There have been two baronetcies created for members of the McMahon family, both in the Baronetage of the United Kingdom, and belonging to different branches of the same family. One creation is extant as of 2007.

The McMahon Baronetcy, of Dublin, was created in the Baronetage of the United Kingdom on 6 May 1815 for William MacMahon, who was Master of the Rolls in Ireland. The title became extinct on the death of the fourth Baronet in 1926.

The McMahon Baronetcy, of Ashley Manor, was created in the Baronetage of the United Kingdom on 7 August 1817 for John McMahon, Member of Parliament for Aldeburgh from 1802 to 1812 and Private Secretary to George IV from 1811 to 1817. He was the brother of the first baronet of the 1815 creation. McMahon was succeeded according to a special remainder by his second brother, the second baronet. He was a general in the army and served as commander-in-chief of the forces at Bombay.

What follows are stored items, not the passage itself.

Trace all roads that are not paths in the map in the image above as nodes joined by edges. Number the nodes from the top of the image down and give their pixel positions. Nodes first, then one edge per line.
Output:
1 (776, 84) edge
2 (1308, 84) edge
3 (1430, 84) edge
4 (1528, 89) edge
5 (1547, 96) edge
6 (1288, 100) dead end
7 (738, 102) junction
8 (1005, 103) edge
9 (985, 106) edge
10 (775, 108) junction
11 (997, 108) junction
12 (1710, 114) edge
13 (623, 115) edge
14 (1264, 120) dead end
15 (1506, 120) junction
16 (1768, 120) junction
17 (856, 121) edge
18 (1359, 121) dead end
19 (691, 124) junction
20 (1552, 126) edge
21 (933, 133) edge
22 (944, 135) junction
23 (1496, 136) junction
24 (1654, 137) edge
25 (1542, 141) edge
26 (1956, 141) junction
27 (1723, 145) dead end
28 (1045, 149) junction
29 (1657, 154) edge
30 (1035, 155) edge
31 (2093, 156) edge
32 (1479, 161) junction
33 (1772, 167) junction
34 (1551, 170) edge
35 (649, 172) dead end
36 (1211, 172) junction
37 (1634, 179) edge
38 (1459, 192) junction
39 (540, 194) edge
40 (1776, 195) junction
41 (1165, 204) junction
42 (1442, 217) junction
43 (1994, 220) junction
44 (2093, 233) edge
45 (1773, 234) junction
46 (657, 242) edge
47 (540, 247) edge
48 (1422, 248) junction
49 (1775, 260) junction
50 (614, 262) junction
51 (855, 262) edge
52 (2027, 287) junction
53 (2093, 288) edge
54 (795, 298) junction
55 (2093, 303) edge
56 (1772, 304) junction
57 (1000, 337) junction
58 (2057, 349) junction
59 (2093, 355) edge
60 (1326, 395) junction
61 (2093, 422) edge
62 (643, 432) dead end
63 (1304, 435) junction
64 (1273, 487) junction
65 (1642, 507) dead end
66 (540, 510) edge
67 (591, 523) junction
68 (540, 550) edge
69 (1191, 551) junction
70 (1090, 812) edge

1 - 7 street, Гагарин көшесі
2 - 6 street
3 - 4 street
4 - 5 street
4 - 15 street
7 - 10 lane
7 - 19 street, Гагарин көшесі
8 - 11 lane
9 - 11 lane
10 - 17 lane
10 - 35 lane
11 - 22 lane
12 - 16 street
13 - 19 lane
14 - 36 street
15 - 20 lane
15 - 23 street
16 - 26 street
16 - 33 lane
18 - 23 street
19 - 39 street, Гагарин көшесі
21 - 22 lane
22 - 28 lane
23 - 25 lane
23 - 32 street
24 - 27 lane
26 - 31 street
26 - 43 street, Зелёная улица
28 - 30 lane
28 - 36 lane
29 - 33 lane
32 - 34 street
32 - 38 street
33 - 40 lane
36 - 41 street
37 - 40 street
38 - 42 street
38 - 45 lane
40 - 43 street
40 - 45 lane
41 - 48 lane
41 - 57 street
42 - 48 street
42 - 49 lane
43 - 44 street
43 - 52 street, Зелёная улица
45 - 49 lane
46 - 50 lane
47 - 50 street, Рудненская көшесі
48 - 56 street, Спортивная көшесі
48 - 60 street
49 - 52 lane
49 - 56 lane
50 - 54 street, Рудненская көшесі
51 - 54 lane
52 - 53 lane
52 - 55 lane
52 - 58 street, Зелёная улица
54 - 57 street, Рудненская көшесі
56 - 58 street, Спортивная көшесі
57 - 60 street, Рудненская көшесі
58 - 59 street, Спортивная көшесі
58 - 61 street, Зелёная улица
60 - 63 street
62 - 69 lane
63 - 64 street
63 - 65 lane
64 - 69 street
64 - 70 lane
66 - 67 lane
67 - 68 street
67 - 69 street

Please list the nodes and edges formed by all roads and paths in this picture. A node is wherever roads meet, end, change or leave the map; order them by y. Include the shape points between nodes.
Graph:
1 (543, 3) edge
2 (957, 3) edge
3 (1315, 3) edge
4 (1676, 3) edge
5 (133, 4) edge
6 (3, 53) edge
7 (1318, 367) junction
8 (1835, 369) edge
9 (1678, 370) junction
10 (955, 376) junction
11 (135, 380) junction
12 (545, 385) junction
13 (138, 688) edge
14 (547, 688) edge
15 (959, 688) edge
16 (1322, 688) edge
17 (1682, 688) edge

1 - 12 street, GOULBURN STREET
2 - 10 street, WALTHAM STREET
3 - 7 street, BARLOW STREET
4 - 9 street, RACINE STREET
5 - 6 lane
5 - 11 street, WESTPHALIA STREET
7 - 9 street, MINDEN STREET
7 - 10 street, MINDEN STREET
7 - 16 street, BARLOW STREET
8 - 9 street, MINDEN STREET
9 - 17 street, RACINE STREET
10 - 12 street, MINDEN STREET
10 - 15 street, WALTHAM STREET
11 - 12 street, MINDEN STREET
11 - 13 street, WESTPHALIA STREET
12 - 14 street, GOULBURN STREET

The family surname is pronounced "Mac Ma-hon".

McMahon baronets, of Dublin (1815)

Sir William MacMahon, 1st Baronet (1776–1837) 
Sir Beresford Burston McMahon, 2nd Baronet (1808–1873) 
Sir William Samuel McMahon, 3rd Baronet (1839–1905) 
Sir Lionel McMahon, 4th Baronet (1856–1926)

McMahon baronets, of Ashley Manor (1817)
Sir John McMahon, 1st Baronet (died 1817) 
Sir Thomas McMahon, 2nd Baronet (1779–1860) 
Sir Thomas Westropp McMahon, 3rd Baronet (1814–1892) 
Sir Aubrey Hope McMahon, 4th Baronet (1862–1893) 
Sir Horace Westropp McMahon, 5th Baronet (1863–1932) 
Lt.-Col. Sir Eyre McMahon, OBE, 6th Baronet (1860–1935) 
Sir (William) Patrick McMahon, 7th Baronet (1900–1977) 
Sir Brian Patrick McMahon, 8th Baronet (1942–2018)
Sir Patrick John Westropp McMahon, 9th Baronet (born 1988)

References

Kidd, Charles, Williamson, David (editors). Debrett's Peerage and Baronetage (1990 edition). New York: St Martin's Press, 1990.